The odd orbits of Pluto’s five known moons may be the result of a gigantic impact that occurred about four billion years ago, a new study reports.
The huge collision that formed Pluto’s largest moon, Charon, likely led to the creation and destruction of numerous smaller satellites shortly thereafter, researchers said. This series of events eventually culminated in the strange configuration seen today, in which Pluto’s four tiny moons — Styx, Nix, Kerberos and Hydra — have orbital periods almost exactly 3, 4, 5 and 6 times longer than that of Charon, respectively.
"The implications for this result are that the current small satellites are the last generation of many previous generations of satellites," study co-author Kevin Walsh, of the Southwest Research Institute (SwRI) in Boulder, Colo., said in a statement. "They were probably first formed around four billion years ago, and after an eventful million years of breaking and rebuilding, have survived in their current configuration ever since."
At 750 miles (1,207 kilometers) wide, Charon is by far the largest of Pluto’s moons (and about half as wide as Pluto itself). The other four satellites range from a few miles across to a few dozen miles in diameter, though their sizes are tough to pin down precisely.

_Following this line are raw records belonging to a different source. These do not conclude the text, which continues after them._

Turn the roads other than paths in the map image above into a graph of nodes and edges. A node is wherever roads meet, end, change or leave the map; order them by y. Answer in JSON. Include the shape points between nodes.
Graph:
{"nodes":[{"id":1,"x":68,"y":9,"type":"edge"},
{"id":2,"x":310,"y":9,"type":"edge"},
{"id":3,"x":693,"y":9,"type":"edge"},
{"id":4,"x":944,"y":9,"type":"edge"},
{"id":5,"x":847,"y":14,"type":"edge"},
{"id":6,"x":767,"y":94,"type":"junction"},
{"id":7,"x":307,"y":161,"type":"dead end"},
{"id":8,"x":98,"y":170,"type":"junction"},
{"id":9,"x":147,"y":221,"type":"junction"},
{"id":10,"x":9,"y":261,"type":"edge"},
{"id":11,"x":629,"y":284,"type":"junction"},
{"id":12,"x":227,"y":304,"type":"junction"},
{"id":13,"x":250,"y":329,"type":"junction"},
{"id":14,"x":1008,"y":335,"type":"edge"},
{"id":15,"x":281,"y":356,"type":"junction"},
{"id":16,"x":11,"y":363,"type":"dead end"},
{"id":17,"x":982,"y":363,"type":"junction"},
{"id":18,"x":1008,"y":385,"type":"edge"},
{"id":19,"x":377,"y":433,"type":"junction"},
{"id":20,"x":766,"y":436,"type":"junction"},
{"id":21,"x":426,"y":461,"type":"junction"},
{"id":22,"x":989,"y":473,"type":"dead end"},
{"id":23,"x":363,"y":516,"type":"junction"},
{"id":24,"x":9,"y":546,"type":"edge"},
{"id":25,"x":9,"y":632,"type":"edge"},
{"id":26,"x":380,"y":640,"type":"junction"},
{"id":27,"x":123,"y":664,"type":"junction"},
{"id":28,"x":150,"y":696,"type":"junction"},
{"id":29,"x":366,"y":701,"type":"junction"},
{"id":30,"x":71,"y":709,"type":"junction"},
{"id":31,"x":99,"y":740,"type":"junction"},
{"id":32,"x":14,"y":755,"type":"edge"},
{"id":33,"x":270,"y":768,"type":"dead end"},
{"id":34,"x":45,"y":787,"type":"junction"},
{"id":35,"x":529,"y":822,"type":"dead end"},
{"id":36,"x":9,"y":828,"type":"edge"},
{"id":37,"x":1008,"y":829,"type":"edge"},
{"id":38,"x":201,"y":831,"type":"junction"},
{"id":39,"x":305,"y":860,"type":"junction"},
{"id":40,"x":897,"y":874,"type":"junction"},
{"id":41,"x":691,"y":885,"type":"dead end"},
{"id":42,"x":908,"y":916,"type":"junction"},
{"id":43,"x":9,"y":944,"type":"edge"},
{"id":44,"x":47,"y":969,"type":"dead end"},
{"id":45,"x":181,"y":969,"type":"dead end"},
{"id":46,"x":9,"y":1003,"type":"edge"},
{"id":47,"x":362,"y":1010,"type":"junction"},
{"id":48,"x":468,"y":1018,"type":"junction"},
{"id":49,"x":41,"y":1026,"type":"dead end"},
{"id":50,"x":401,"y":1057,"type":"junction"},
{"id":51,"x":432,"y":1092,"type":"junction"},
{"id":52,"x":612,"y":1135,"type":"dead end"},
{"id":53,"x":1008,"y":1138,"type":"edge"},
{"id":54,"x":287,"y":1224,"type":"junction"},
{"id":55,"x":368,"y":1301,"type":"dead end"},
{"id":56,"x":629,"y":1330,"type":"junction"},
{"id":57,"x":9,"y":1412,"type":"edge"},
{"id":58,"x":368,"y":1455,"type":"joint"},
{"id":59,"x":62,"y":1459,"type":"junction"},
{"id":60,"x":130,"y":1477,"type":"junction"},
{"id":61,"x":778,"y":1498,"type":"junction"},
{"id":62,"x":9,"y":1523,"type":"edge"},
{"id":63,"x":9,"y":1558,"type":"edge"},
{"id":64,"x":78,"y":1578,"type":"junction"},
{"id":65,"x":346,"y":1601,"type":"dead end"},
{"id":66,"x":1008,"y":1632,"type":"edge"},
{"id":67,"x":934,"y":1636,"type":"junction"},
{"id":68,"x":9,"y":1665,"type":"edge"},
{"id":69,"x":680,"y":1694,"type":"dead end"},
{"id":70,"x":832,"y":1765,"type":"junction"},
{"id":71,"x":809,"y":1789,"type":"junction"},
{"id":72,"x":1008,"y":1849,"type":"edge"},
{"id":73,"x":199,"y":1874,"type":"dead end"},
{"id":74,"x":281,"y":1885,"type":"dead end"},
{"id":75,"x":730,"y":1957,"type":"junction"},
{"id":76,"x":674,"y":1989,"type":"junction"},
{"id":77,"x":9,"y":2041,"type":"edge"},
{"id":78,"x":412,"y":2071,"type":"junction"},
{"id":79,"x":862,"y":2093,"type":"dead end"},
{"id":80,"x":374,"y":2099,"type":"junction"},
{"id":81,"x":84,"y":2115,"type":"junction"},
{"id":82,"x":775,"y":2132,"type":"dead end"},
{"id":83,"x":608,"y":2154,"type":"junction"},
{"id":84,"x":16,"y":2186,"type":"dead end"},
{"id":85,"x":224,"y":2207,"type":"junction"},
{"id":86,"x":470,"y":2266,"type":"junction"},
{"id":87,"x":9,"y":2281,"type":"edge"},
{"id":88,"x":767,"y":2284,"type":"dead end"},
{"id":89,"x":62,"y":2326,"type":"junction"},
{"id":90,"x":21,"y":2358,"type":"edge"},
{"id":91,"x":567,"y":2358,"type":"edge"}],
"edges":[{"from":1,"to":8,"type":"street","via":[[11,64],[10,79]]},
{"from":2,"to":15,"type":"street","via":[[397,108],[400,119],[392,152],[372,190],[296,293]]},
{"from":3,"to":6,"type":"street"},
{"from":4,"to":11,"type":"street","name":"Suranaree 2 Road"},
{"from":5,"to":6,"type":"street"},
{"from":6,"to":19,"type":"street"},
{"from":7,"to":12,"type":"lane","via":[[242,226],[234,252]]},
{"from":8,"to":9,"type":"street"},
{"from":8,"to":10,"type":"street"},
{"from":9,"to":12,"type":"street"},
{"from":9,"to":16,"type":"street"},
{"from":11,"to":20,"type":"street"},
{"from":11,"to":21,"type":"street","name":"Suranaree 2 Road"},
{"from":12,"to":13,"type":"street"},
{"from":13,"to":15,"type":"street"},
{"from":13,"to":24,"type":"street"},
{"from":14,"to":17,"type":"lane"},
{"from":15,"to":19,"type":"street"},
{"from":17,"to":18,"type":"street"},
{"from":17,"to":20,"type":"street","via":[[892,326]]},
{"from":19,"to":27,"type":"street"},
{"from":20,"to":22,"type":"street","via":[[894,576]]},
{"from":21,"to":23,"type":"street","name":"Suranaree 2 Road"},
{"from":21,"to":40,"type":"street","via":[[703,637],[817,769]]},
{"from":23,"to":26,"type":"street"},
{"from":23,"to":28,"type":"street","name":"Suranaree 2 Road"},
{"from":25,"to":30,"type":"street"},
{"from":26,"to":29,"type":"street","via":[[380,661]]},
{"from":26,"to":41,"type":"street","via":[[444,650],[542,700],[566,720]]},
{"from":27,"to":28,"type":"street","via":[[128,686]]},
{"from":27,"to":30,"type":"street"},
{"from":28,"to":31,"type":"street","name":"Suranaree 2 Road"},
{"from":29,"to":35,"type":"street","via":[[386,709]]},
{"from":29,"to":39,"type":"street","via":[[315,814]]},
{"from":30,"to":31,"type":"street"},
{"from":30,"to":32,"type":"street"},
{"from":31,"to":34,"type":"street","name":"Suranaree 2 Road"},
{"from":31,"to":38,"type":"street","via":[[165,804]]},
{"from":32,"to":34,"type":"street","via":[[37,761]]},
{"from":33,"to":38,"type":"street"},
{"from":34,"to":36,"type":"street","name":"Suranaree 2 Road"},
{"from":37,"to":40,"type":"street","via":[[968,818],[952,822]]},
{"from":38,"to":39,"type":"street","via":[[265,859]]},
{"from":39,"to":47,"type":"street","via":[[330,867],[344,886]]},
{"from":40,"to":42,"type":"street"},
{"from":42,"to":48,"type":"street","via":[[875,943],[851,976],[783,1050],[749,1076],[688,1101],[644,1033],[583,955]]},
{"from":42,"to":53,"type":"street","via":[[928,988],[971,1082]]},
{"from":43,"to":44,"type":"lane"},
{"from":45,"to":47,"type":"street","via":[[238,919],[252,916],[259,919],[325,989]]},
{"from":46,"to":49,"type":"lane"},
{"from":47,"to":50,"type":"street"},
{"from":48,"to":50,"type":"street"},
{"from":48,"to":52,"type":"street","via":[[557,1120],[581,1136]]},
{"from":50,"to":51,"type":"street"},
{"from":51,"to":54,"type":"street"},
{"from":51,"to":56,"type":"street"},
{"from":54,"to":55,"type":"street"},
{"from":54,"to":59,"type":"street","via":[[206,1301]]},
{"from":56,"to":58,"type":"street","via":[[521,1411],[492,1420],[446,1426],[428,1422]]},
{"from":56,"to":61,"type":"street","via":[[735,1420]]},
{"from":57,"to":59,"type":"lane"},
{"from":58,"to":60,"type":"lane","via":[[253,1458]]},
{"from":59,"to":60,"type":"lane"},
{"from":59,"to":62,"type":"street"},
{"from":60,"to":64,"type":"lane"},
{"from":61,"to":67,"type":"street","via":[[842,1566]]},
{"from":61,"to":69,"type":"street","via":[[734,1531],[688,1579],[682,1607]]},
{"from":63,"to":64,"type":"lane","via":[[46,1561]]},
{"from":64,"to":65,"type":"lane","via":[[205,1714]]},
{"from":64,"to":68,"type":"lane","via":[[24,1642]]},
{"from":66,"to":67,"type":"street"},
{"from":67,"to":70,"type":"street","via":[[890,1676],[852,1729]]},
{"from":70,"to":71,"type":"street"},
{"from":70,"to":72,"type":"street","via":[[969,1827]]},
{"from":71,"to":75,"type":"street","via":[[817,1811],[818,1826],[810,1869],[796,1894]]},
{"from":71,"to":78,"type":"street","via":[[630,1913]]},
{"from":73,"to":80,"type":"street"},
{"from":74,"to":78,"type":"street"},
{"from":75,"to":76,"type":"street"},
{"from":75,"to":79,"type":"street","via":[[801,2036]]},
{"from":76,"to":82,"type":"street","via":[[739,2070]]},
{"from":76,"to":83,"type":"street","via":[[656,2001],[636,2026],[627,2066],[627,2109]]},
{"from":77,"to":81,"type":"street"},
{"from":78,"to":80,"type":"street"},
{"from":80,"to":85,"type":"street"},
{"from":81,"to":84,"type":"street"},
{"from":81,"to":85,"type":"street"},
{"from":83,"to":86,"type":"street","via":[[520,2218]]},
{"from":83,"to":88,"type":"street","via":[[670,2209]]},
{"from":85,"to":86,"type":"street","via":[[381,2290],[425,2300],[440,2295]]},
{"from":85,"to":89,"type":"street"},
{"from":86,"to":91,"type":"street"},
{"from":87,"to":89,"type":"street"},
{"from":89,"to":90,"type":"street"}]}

Scientists have long been puzzled by the orbital arrangement of these five moons. Previous models of Charon’s formation have successfully predicted the concomitant creation of smaller satellites as well but could not explain how these minuscule moons moved outward from Pluto without exiting the dwarf planet system or crashing into Charon, researchers said.
"This configuration suggests that we have been missing some important mechanism to transport material around in this system,” lead author Hal Levison, also of SwRI, said in a statement.
The new study, which modeled the early days of the newly formed Pluto/Charon system, may have identified such a mechanism.
Levison and his team found that newly created small moons could be slingshotted outward from Pluto by Charon’s substantial gravity. Further, the frequent collisions among these tiny bodies could have changed their orbits, keeping them away from the system’s largest moon.
In the aftermath of the huge Charon-forming collision, then, multiple generations of smaller satellites were likely created and destroyed, their pieces moving outward and coming together once again to form new moons of Pluto.
Levison presented the findings today (Oct. 9) at the American Astronomical Society's Division for Planetary Sciences 45th annual meeting in Denver.